New York City, no matter how gloomy the weather, wears a special holiday season glow. During Thanksgiving week, warm temperatures switched to snow, rain and cold, although not too bad.
With airline points, we stayed at the Waldorf-Astoria, still a luxurious place although living on past glory. The bars were fine, and the young hostess at the Peacock Alley made an extraordinary effort to seat our family party on Thanksgiving Eve, although we hadn't made a reservation.
We saw the sights: Union Square, where the Ferguson protesters swirled even before the grand jury decision's announcement; the Fifth Avenue Library; the Plaza; the Macy's Thanksgiving Day Parade; and shoppers packing Fifth Avenue.
A highlight for me was visiting the Frick. For years, I've wanted to go to the art museum housed in Henry Clay Frick's old mansion on East 70th Street across from Central Park. The old industrialist's collection celebrates traditional pictorial art before the cubists changed artistic perceptions. Not even any impressionists are included, quite a relief. I've seen enough Monets, Cezannes and Van Goghs.
A special exhibition from the Scottish Museum showed John Singer Sargent's wonderful Portrait of Lady Agnew of Lochnaw, and Botticelli's Virgin Adoring Her Child. I lost myself in Sargent's swirl of colors that somehow coalesce into independent images. The beautiful young woman emerges from the elegant chair upon which she sits. The delicate fabric of her dress sleeve reveals her arm - hypnotic in its sensuality. Her sash, hair, flawless skin - yes, falling in love again.

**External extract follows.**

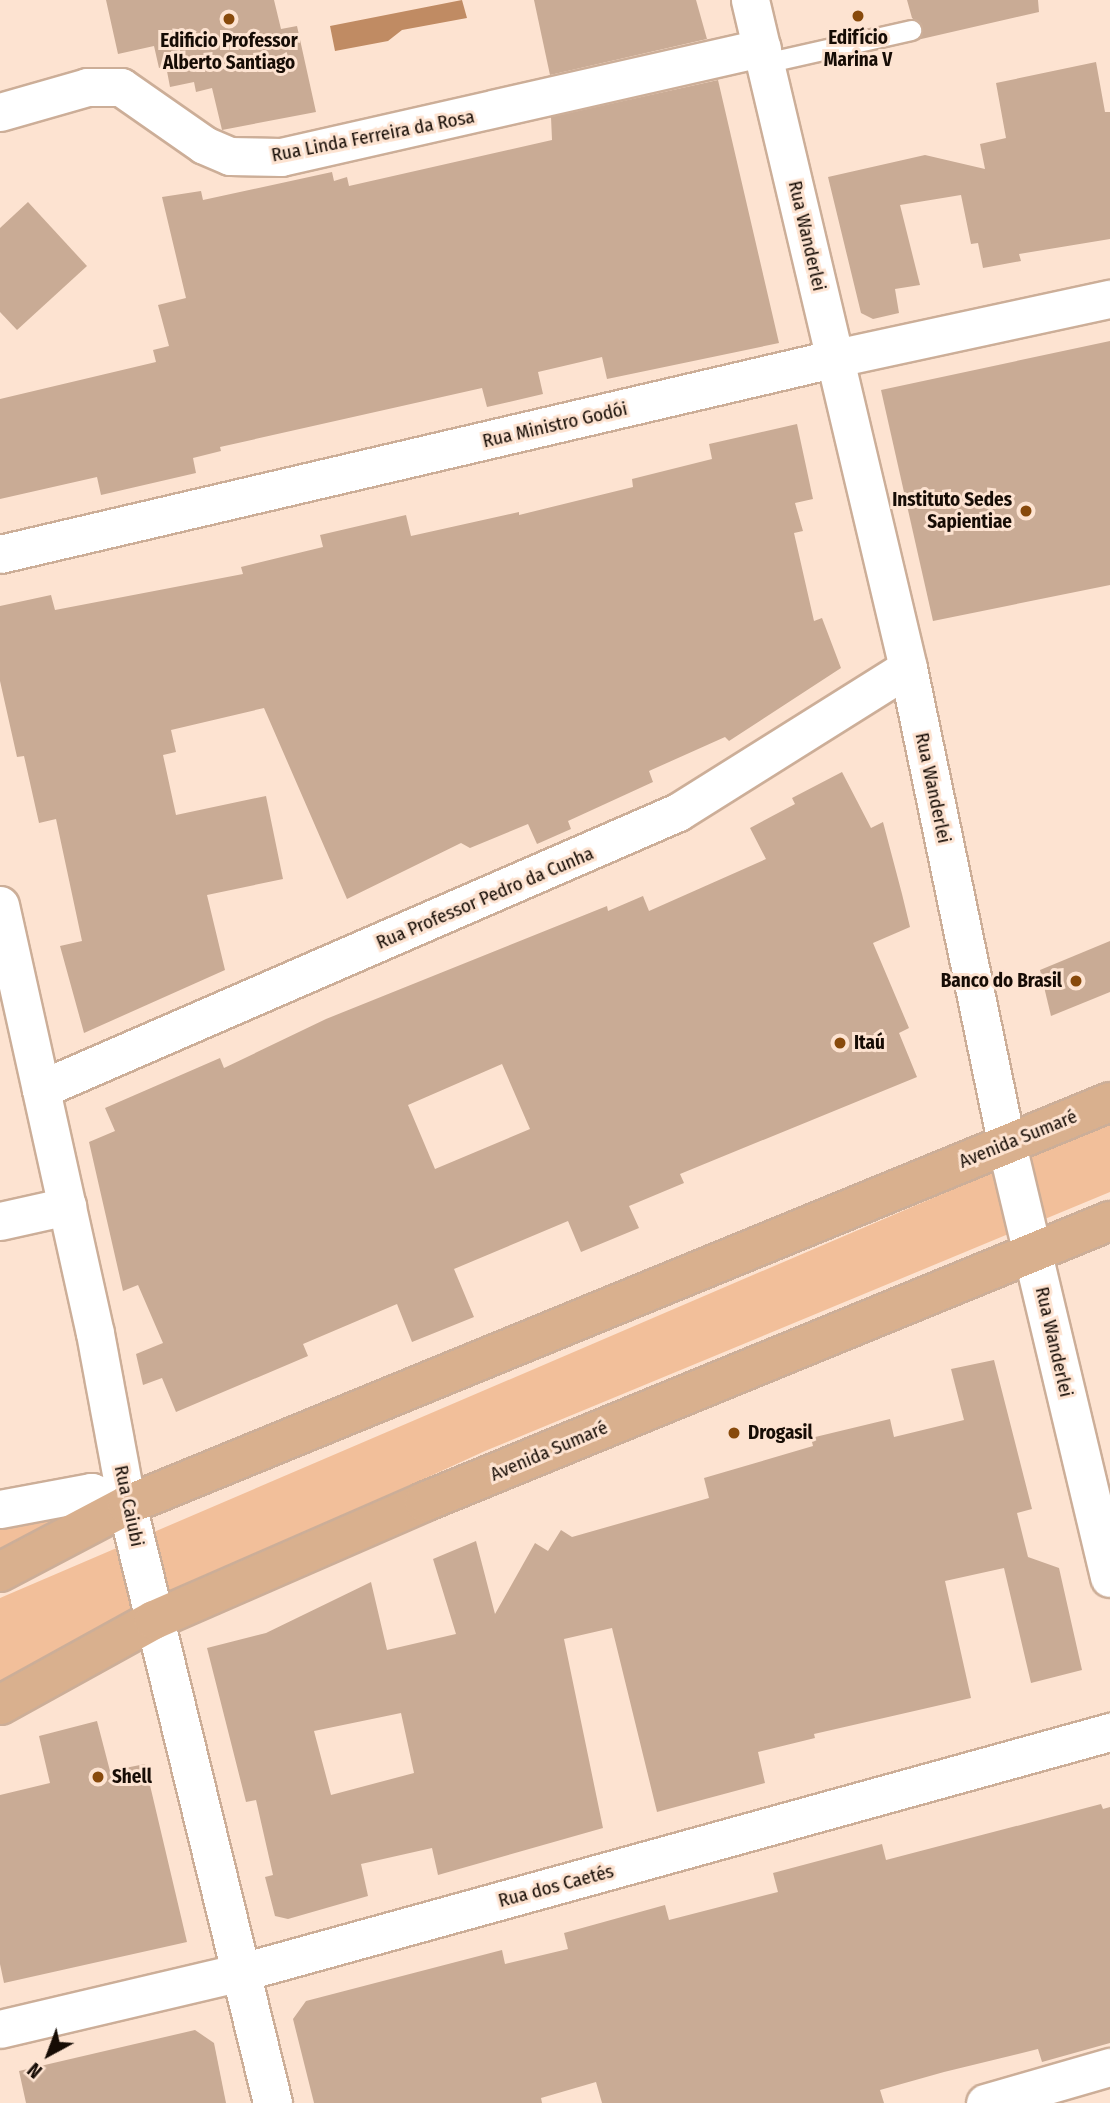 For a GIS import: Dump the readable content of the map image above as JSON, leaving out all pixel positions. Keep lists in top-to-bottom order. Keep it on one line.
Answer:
{"streets":{"main road":["Rua Wanderlei","Avenida Sumaré","Rua Caiubi"],"street":["Rua Linda Ferreira da Rosa","Rua Ministro Godói","Rua Professor Pedro da Cunha","Rua dos Caetés"]},"crossings":[["Rua Linda Ferreira da Rosa","Rua Wanderlei"],["Rua Wanderlei","Rua Ministro Godói"],["Rua Wanderlei","Rua Professor Pedro da Cunha"],["Rua Wanderlei","Avenida Sumaré"],["Rua Professor Pedro da Cunha","Rua Caiubi"],["Avenida Sumaré","Rua Caiubi"],["Rua Caiubi","Rua dos Caetés"]],"places":["Edifício Marina V","Edificio Professor Alberto Santiago","Instituto Sedes Sapientiae","Banco do Brasil","Itaú","Drogasil","Shell"],"north":"bottom left"} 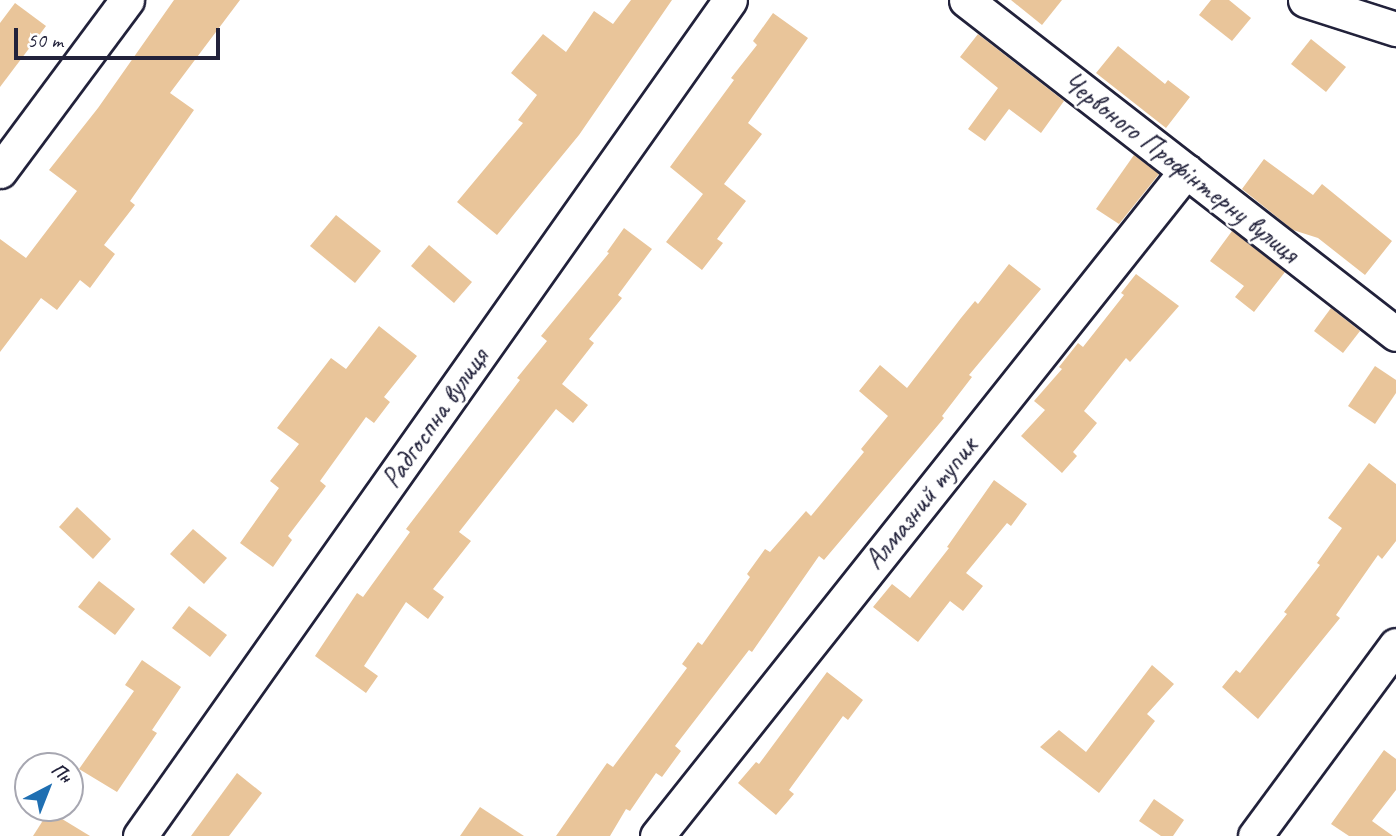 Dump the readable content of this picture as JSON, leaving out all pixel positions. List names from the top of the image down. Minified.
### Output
{"streets":{"street":["Червоного Профінтерну вулиця","Радгоспна вулиця","Алмазний тупик"]},"crossings":[["Червоного Профінтерну вулиця","Алмазний тупик"]],"scale_bar":"50 m","north":"top right"}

Botticelli's rich, vivid colors and flat perspective offered an earlier, more primary aesthetic experience. It's a wonderful work, but I didn't find it as mesmerizing as the Sargent.
I also loved Hoblein's portraits of Sir Thomas More and Thomas Cromwell, of "Wolf Hall" renown. The details of their clothing, their haughty, cunning faces, told more than words about Henry VIII's era.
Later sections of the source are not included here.